======== INPUT DATA ========

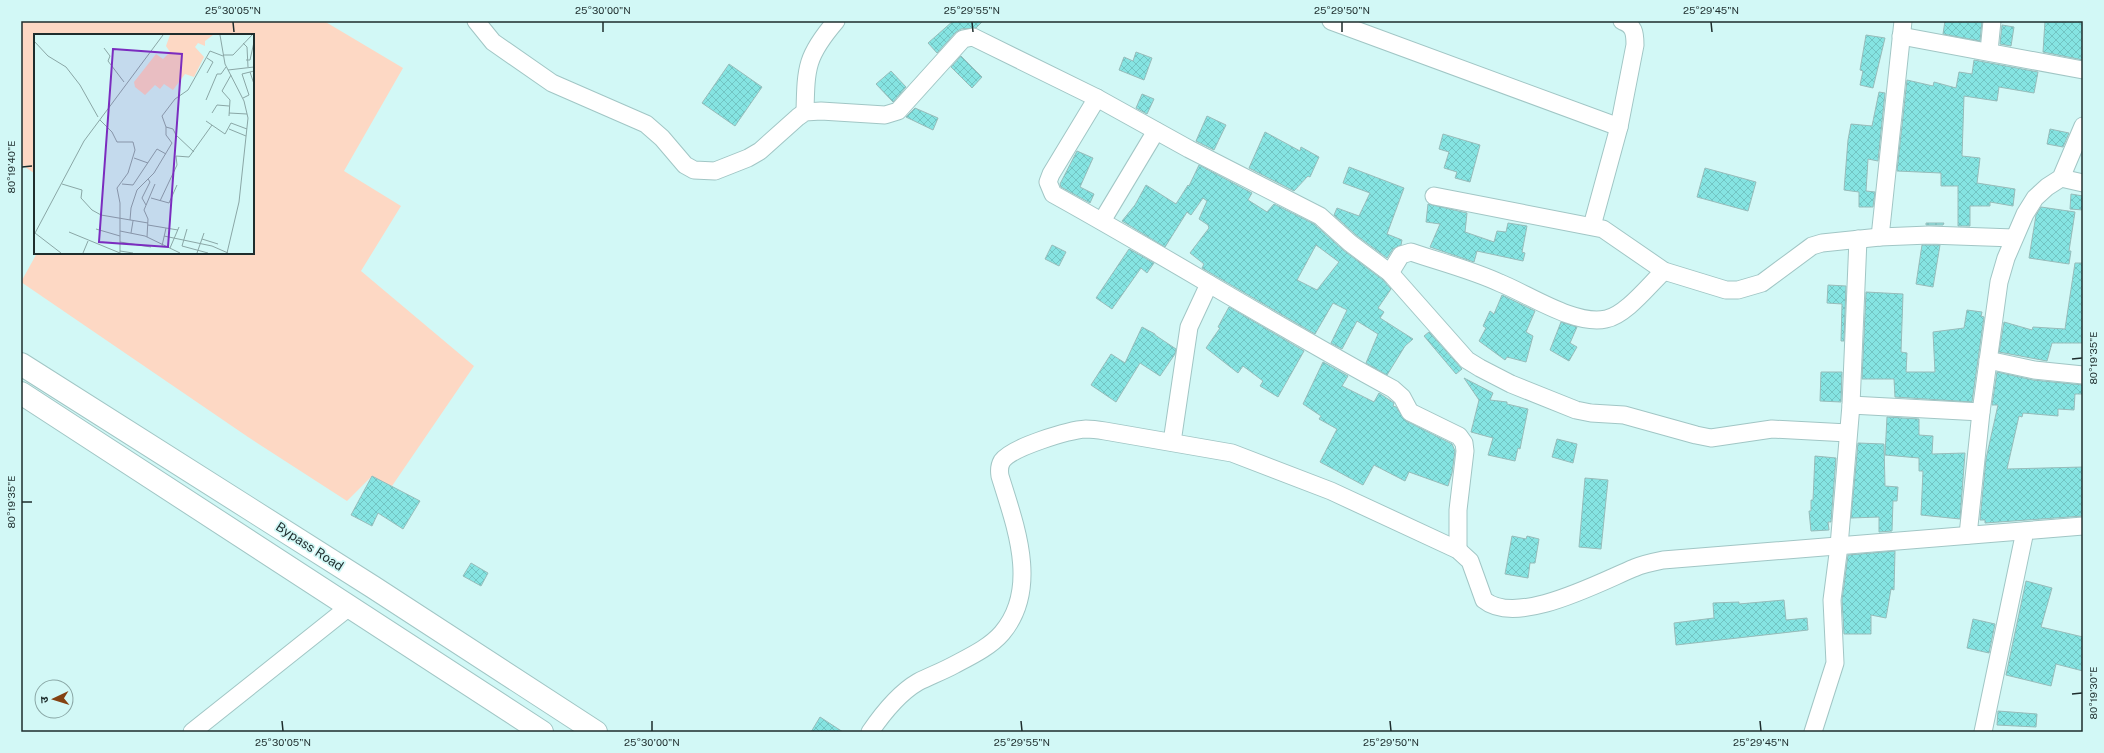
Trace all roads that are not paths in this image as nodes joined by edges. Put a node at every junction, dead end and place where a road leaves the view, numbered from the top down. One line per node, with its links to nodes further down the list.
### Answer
1 (476, 21): 10 (street)
2 (836, 21): 10 (street)
3 (1331, 21): 12 (street)
4 (1622, 21): 12 (street)
5 (1992, 21): 7 (street)
6 (1902, 28): 7 (street); 19 (street)
7 (1989, 51): 8 (street)
8 (2083, 70)
9 (1097, 98): 10 (street); 13 (street); 17 (street)
10 (805, 112)
11 (2083, 126): 14 (street)
12 (1619, 127): 18 (street)
13 (1156, 131): 17 (street); 23 (street)
14 (2061, 178): 15 (street); 20 (street)
15 (2083, 183)
16 (1434, 196): 18 (street)
17 (1102, 221): 24 (street)
18 (1592, 226): 22 (street)
19 (1880, 237): 20 (street); 21 (street)
20 (2014, 238): 25 (street)
21 (1858, 239): 22 (street); 29 (street)
22 (1664, 270): 23 (street)
23 (1390, 273): 31 (street)
24 (1209, 284): 32 (street); 37 (street)
25 (1988, 360): 27 (street); 30 (street)
26 (21, 364): 41 (main road, Bypass Road)
27 (2083, 375)
28 (21, 393): 38 (main road)
29 (1851, 405): 30 (street); 31 (street)
30 (1981, 412): 35 (street)
31 (1848, 433): 36 (street)
32 (1172, 442): 37 (street); 42 (street)
33 (2083, 526): 34 (street)
34 (2025, 531): 35 (street); 44 (street)
35 (1968, 535): 36 (street)
36 (1839, 546): 37 (street); 43 (street)
37 (1458, 550)
38 (349, 607): 39 (street); 40 (main road)
39 (192, 732)
40 (542, 732)
41 (596, 732)
42 (870, 732)
43 (1813, 732)
44 (1983, 732)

========

## PROBLEM DESCRIPTION
Looking at the material above, count the lines containing the string "road" and reply with the count alone.

## TASK RESULT
4